> _Assignment_: Retrieve each line that contains the word "dead" from the entries below.

> _Listed records_:
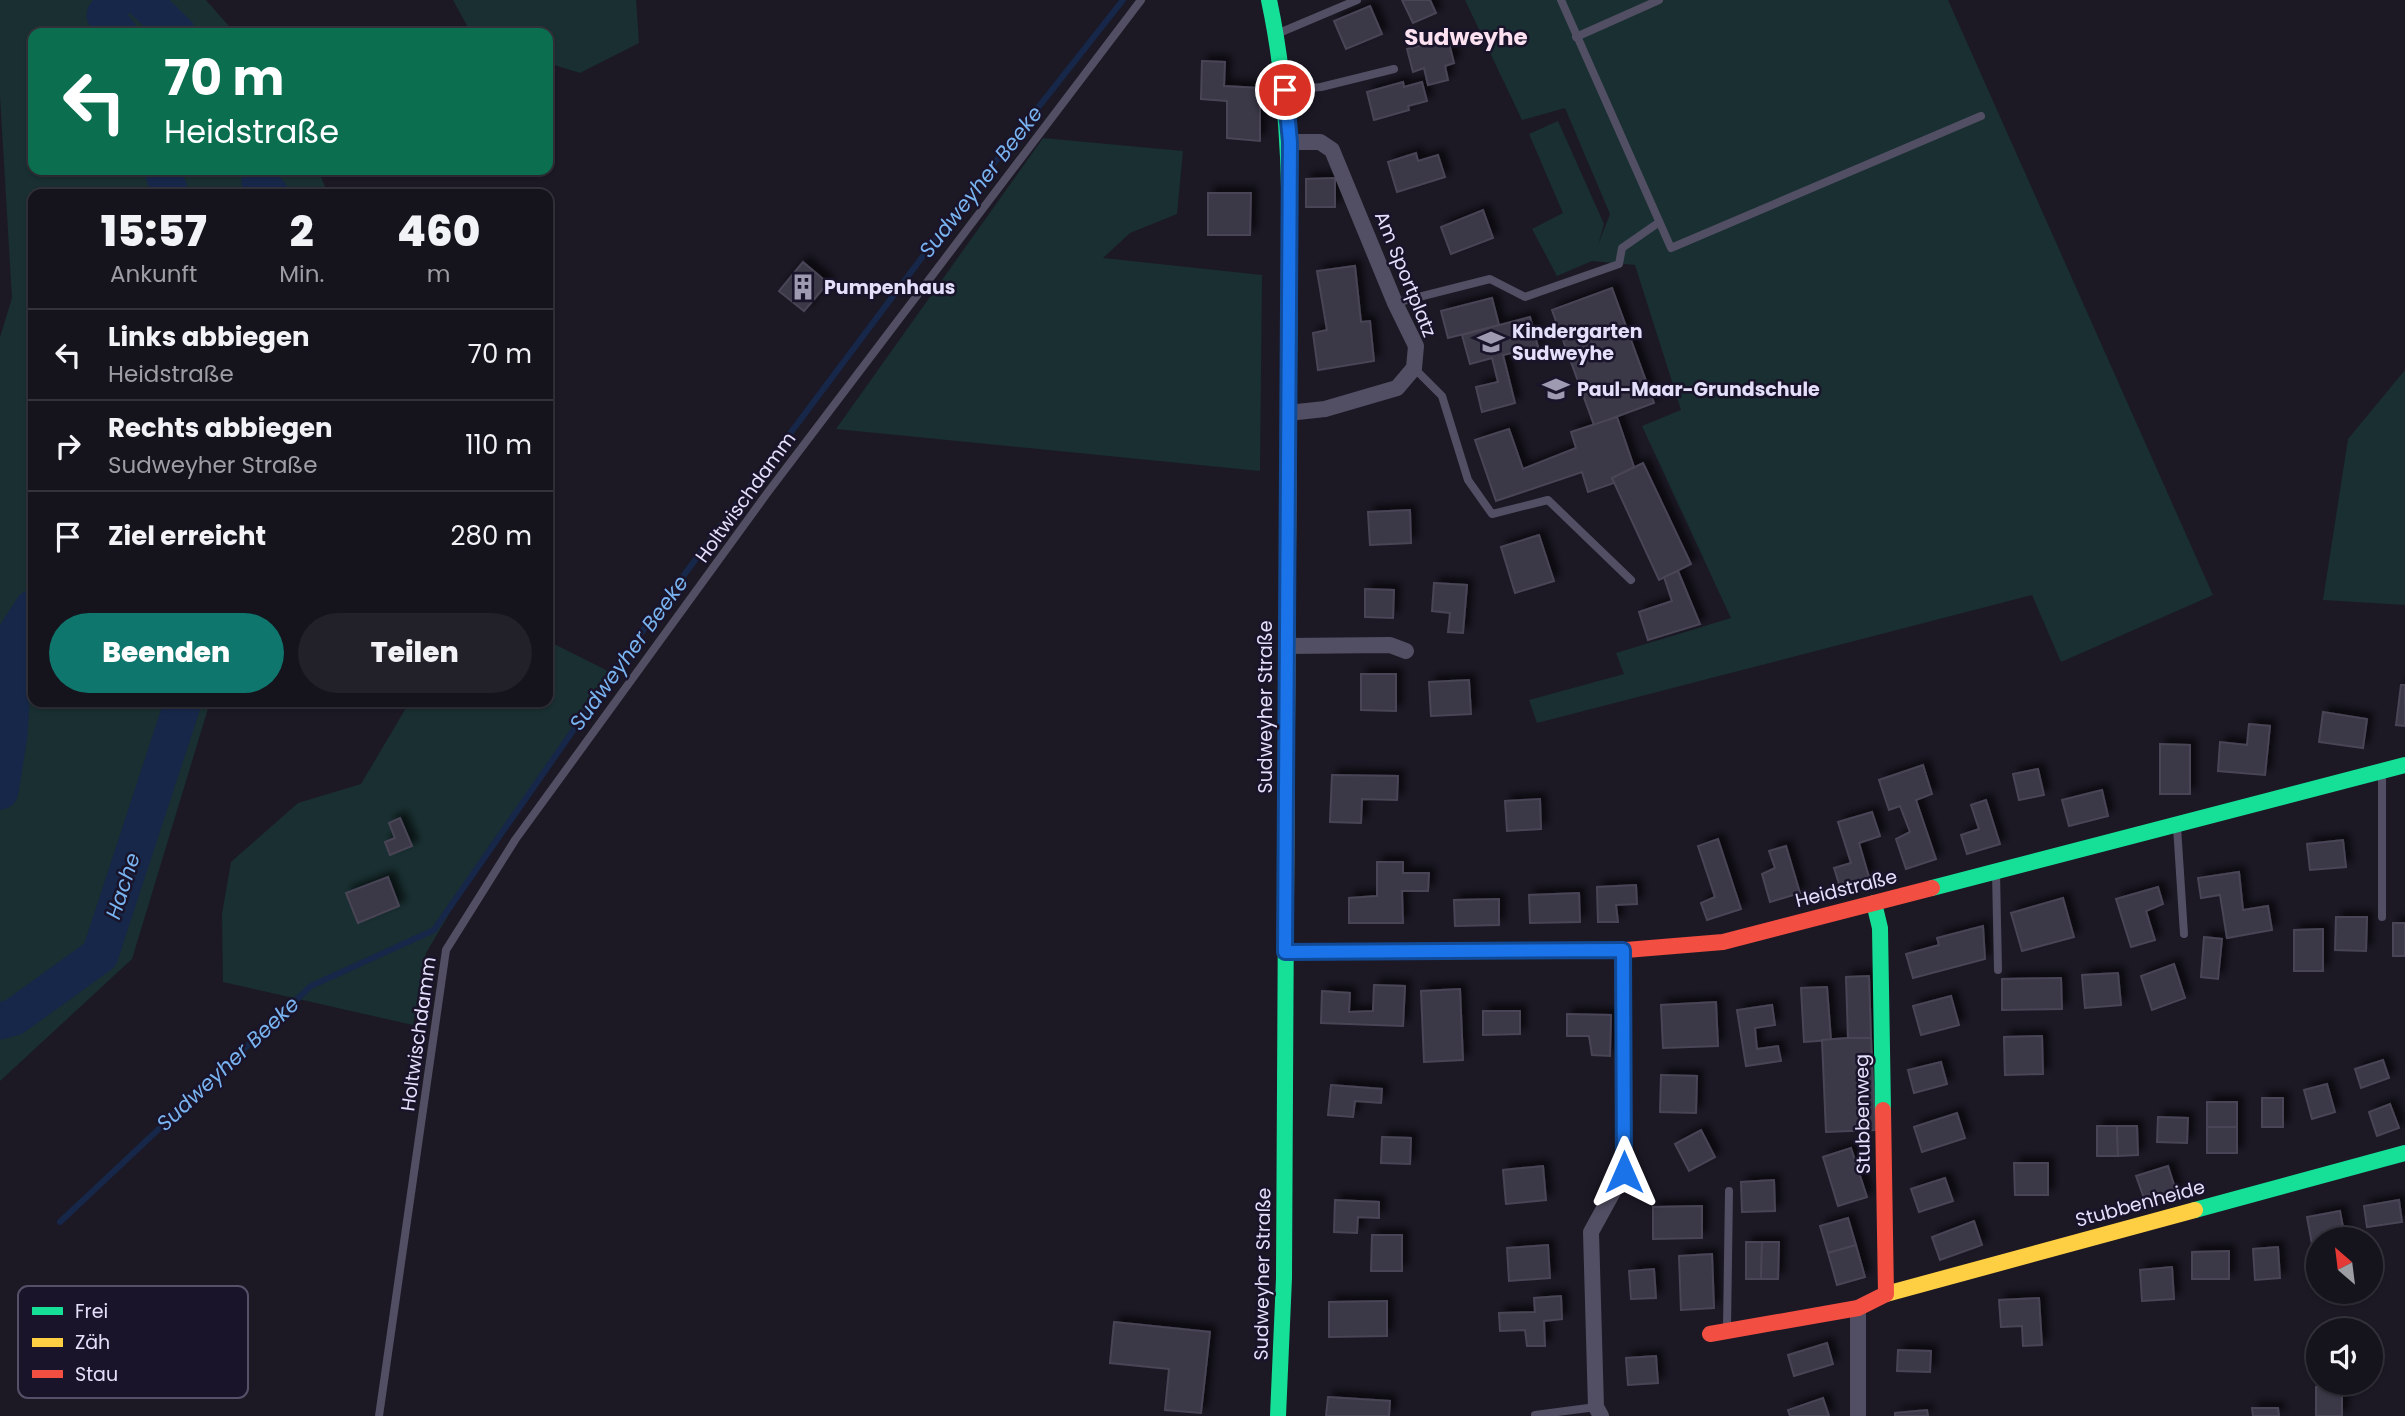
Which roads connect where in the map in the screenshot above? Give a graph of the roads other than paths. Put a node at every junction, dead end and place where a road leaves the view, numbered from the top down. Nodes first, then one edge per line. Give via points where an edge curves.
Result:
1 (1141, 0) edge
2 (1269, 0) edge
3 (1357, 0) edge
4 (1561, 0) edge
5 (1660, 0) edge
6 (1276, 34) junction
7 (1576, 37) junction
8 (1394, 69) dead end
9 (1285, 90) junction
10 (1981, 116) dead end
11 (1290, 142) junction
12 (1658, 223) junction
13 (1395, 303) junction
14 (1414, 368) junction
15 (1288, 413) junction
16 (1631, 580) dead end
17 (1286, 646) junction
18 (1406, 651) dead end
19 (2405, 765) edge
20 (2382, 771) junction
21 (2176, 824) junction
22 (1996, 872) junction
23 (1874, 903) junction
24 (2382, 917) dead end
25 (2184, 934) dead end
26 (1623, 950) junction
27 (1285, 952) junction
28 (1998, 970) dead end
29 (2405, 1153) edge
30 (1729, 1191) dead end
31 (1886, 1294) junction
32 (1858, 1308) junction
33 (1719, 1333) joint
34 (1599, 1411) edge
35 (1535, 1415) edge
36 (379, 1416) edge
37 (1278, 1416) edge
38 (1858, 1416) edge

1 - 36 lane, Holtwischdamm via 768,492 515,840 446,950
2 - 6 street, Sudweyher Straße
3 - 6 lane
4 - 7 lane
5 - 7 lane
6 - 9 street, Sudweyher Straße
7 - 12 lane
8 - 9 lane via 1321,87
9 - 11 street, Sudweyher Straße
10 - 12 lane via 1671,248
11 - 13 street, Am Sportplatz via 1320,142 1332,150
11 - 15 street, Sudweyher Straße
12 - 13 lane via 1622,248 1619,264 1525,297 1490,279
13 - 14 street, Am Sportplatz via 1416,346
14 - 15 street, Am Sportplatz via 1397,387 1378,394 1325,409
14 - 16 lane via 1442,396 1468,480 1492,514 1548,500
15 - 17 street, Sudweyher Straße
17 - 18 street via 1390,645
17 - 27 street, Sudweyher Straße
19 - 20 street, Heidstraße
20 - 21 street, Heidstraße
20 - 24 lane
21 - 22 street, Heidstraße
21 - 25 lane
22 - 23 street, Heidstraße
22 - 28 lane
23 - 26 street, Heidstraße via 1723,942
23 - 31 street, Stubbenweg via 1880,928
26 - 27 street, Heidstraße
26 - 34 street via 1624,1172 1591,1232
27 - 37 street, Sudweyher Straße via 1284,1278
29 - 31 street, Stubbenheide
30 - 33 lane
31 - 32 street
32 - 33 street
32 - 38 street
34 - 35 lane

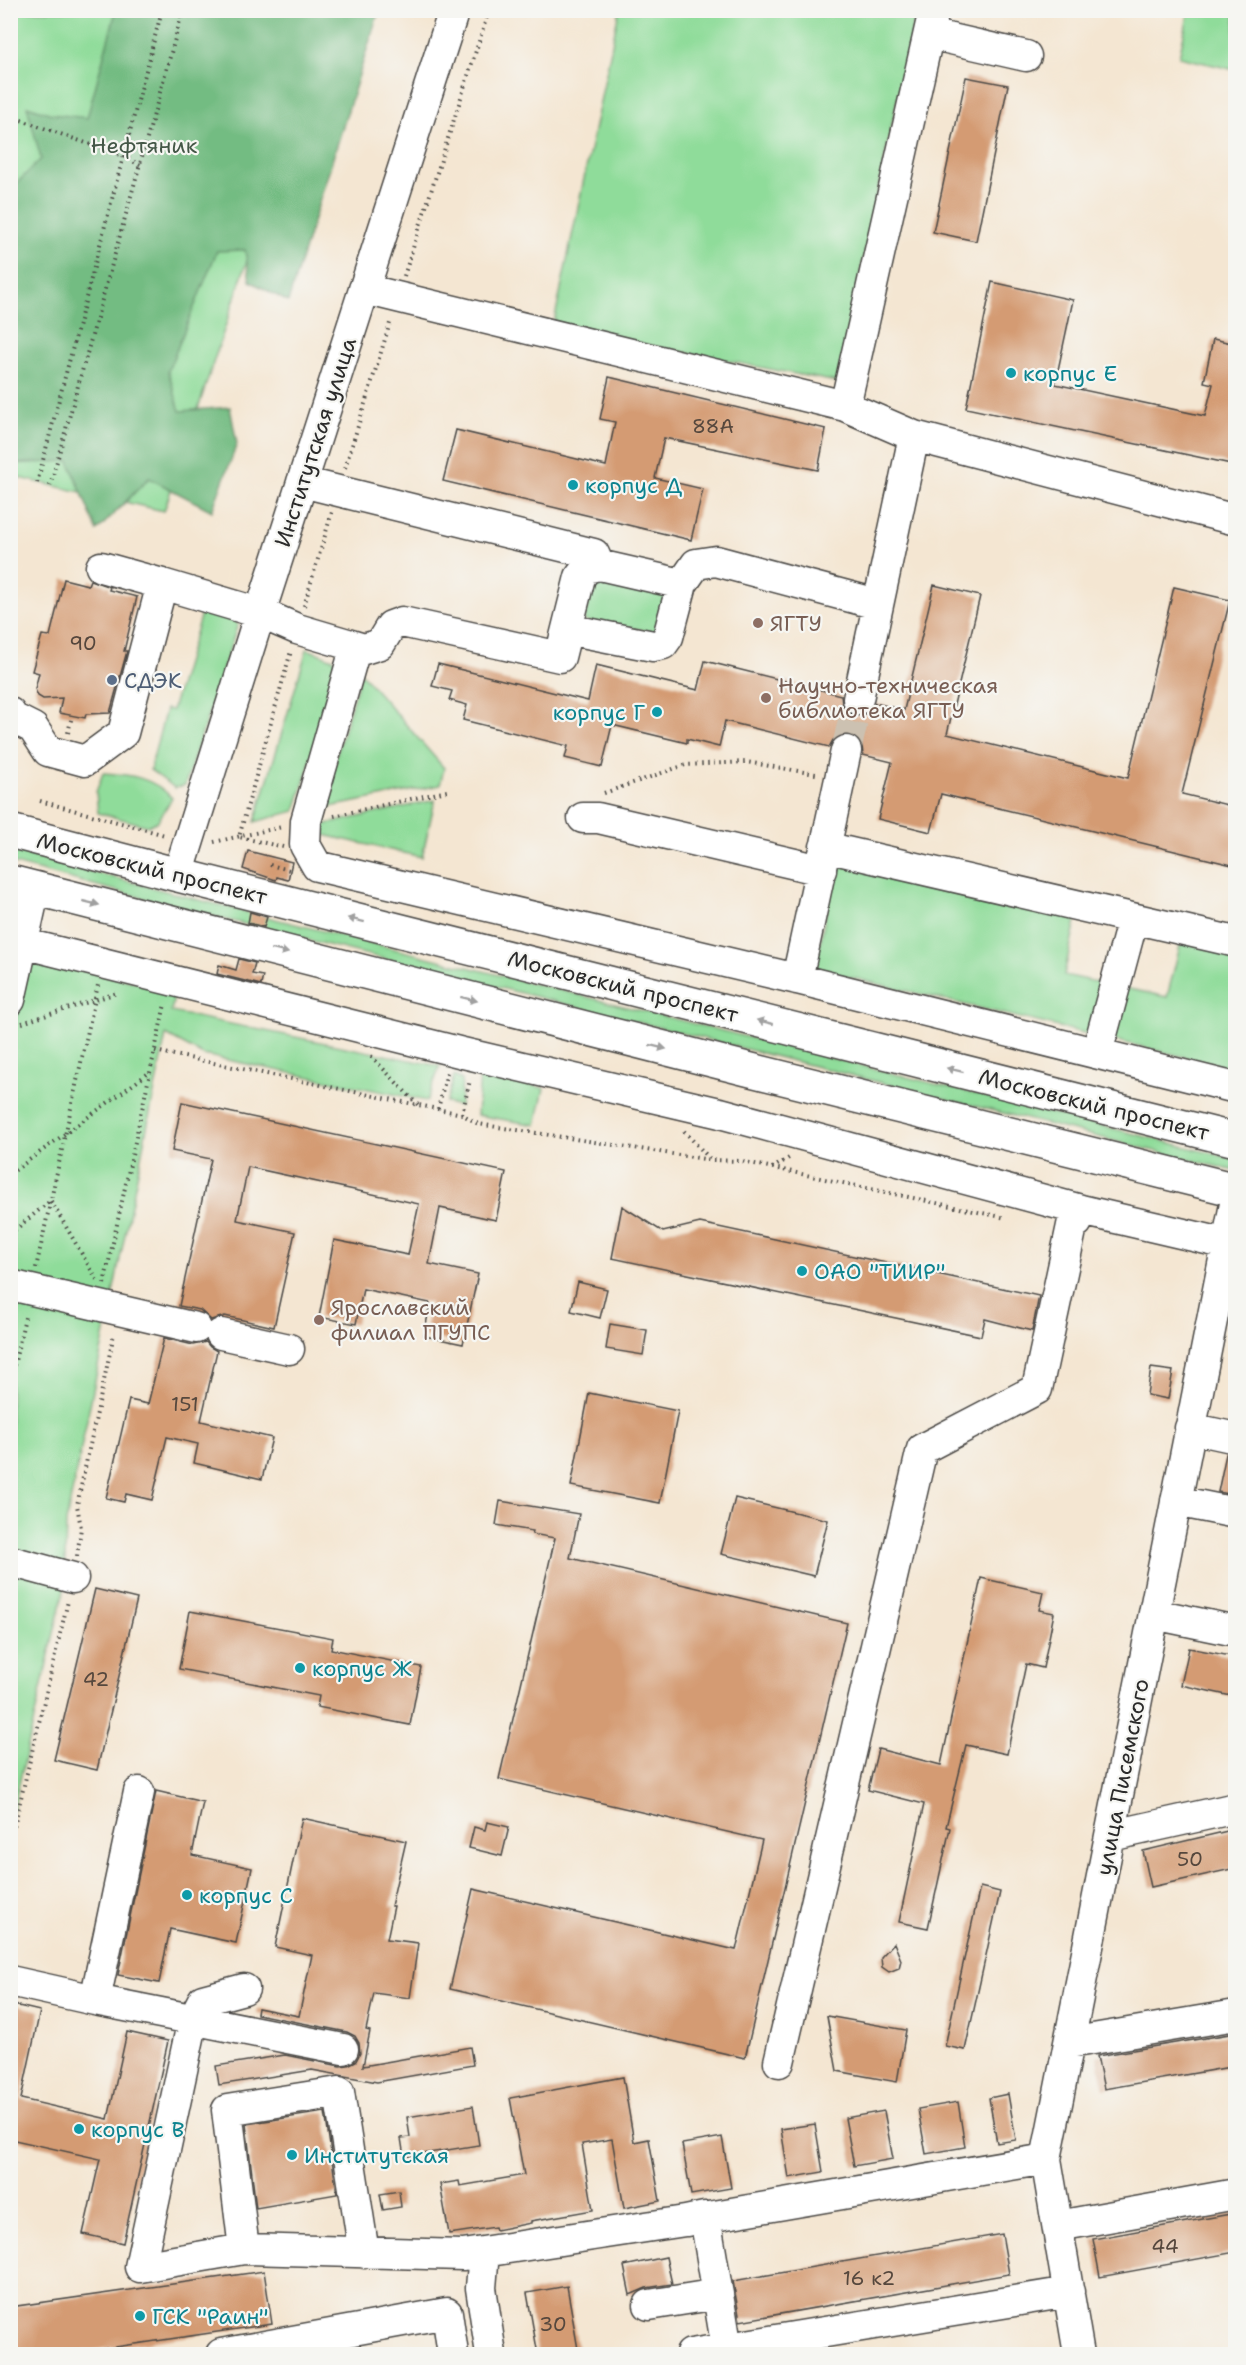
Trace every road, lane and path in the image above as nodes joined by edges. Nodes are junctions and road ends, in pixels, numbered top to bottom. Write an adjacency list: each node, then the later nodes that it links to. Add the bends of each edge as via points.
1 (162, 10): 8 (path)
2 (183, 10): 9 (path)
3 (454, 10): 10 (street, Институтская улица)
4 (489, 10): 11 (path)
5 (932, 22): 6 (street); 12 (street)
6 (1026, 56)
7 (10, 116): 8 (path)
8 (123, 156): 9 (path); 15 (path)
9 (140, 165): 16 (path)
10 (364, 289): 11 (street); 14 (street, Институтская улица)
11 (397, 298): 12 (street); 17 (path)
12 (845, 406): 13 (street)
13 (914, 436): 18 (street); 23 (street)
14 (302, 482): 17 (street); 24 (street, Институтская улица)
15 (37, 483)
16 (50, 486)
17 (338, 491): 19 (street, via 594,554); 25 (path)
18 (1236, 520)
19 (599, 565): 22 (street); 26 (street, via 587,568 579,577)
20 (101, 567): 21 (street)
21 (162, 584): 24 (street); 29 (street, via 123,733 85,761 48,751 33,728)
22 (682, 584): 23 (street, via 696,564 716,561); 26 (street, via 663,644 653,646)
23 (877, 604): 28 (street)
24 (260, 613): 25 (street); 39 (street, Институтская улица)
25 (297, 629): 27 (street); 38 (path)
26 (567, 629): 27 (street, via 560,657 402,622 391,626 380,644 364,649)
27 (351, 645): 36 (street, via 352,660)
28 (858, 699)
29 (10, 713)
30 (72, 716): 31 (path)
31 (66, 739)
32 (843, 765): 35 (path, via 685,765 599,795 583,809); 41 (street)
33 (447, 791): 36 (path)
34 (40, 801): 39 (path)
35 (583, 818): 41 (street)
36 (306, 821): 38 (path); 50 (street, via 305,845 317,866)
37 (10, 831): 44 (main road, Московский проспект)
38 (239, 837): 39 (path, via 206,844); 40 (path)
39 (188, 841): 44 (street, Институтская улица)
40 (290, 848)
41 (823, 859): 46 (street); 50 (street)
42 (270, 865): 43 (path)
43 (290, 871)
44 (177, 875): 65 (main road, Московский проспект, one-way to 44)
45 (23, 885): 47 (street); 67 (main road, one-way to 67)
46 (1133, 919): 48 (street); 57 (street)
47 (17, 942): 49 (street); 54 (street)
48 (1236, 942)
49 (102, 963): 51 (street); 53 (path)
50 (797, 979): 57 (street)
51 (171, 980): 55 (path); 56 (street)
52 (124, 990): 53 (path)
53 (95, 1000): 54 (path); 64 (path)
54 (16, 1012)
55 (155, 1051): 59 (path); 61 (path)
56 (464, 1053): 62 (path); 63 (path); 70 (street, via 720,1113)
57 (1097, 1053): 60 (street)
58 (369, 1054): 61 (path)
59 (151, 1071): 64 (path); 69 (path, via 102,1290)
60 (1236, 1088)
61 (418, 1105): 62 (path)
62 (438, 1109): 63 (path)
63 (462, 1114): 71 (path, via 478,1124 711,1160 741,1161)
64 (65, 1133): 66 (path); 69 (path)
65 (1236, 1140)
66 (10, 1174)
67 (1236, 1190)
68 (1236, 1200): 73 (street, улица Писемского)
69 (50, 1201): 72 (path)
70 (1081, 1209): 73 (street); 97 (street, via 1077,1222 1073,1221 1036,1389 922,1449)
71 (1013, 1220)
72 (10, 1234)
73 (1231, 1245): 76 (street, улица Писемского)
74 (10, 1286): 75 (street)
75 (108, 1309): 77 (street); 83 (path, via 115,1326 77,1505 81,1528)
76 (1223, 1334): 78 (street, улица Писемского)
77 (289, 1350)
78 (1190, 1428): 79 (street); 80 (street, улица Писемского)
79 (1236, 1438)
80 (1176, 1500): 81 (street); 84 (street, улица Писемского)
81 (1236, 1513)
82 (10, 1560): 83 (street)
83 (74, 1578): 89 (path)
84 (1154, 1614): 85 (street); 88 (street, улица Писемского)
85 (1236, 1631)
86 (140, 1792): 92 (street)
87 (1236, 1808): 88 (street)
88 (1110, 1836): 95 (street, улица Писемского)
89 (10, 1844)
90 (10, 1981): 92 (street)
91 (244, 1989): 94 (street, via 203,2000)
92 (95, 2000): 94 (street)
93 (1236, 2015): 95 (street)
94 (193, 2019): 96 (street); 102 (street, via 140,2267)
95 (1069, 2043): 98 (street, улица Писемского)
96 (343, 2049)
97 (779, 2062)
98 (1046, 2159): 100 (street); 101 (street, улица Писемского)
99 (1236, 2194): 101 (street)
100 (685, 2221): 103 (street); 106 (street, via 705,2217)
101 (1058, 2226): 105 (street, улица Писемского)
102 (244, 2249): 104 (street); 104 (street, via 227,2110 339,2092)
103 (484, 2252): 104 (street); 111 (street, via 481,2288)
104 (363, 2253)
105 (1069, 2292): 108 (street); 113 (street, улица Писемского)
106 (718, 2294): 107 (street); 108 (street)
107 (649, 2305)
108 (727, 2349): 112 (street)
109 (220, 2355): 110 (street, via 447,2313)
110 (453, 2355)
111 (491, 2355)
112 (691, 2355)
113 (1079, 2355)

> _Solution to this problem_:
Which roads connect where in the map in the screenshot above? Give a graph of the roads other than paths. Put a node at every junction, dead end and place where a road leaves the view, numbered from the top down. Nodes first, then one edge per line. Give via points where an edge curves.
8 (1394, 69) dead end
10 (1981, 116) dead end
16 (1631, 580) dead end
18 (1406, 651) dead end
24 (2382, 917) dead end
25 (2184, 934) dead end
28 (1998, 970) dead end
30 (1729, 1191) dead end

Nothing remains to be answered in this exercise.